Excerpts from a dataset
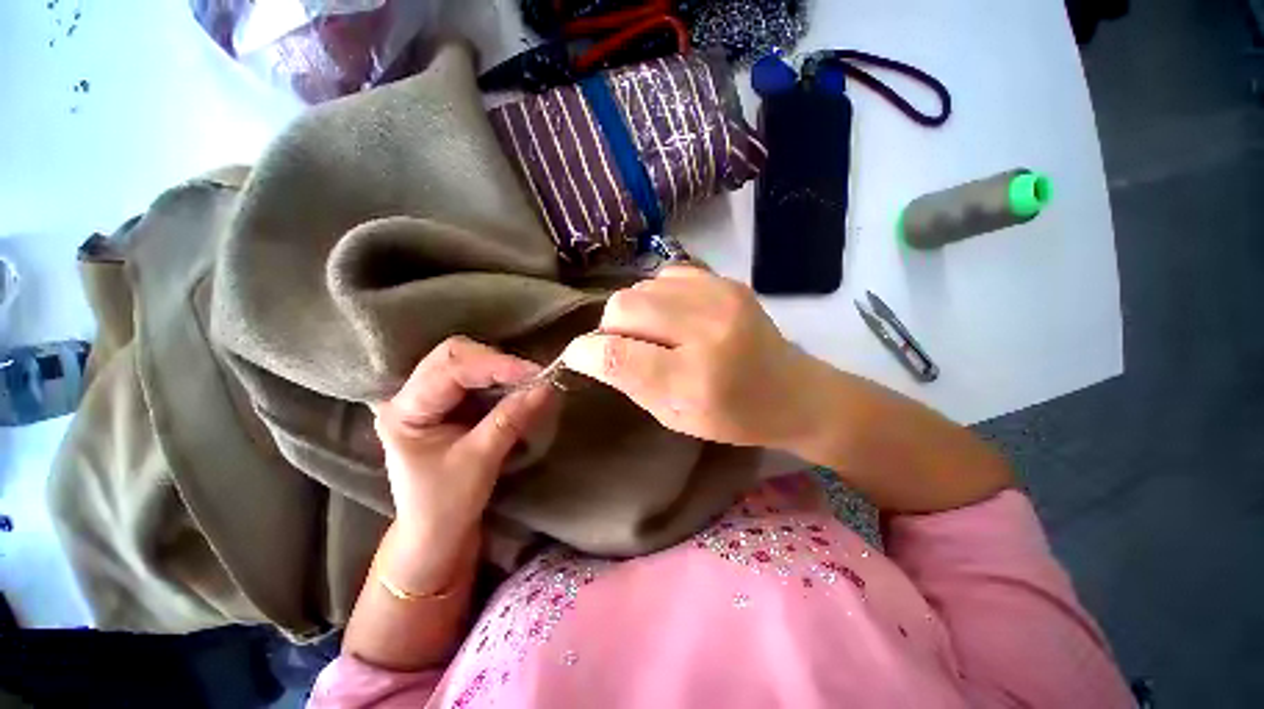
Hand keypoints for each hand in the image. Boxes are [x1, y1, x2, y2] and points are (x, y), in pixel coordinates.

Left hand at [372, 336, 554, 593]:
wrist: (436, 533)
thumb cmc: (446, 505)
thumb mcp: (479, 462)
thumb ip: (510, 420)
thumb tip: (545, 388)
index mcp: (404, 411)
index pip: (450, 372)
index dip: (495, 367)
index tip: (535, 373)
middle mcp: (410, 395)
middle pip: (453, 355)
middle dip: (495, 361)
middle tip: (530, 377)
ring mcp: (429, 396)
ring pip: (466, 360)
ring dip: (500, 367)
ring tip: (528, 381)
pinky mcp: (448, 403)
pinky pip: (476, 376)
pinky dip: (500, 377)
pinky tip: (517, 386)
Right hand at [562, 266, 827, 449]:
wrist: (794, 391)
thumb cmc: (734, 417)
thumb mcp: (676, 418)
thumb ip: (631, 383)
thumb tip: (593, 352)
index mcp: (695, 378)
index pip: (617, 354)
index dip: (585, 353)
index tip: (577, 356)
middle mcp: (707, 328)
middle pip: (623, 306)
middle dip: (610, 328)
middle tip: (624, 346)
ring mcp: (720, 297)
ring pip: (640, 287)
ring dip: (635, 312)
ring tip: (654, 333)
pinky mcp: (727, 282)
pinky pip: (666, 276)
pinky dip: (658, 296)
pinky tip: (673, 316)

# [Task prompt]
Keep the pictures out while you retype all of the data above exactly as it appears.

# [Answer for this exercise]
Hand keypoints for each hand in the image. Boxes are [x1, y1, x2, y2] and points are (x, y), in pixel coordinates.

Left hand at [372, 336, 554, 593]:
wrist: (436, 533)
thumb cmc: (446, 505)
thumb mcp: (479, 462)
thumb ip: (510, 420)
thumb tip: (545, 388)
index mcp: (404, 411)
index pip: (450, 372)
index dip: (495, 367)
index tip: (535, 373)
middle mcp: (410, 395)
middle pip: (453, 355)
middle dip: (495, 361)
middle tip: (530, 377)
ring mcp: (429, 396)
ring pip: (466, 360)
ring dip: (500, 367)
ring tip: (528, 381)
pinky mcp: (448, 403)
pinky pip: (476, 376)
pinky dip: (500, 377)
pinky tip: (517, 386)
Right hand at [562, 266, 827, 449]:
wrist: (794, 391)
thumb cmc: (734, 417)
thumb mcp: (676, 418)
thumb ip: (631, 383)
thumb tip: (593, 352)
index mcp: (695, 378)
index pip: (617, 354)
index dip: (585, 353)
index tip: (577, 356)
middle mcp: (707, 328)
middle pip: (623, 306)
middle dip: (610, 328)
middle tip: (624, 346)
ring mcp: (720, 297)
ring pip: (640, 287)
ring dip: (635, 312)
ring tip: (654, 333)
pinky mcp: (727, 282)
pinky pip: (666, 276)
pinky dip: (658, 296)
pinky tip: (673, 316)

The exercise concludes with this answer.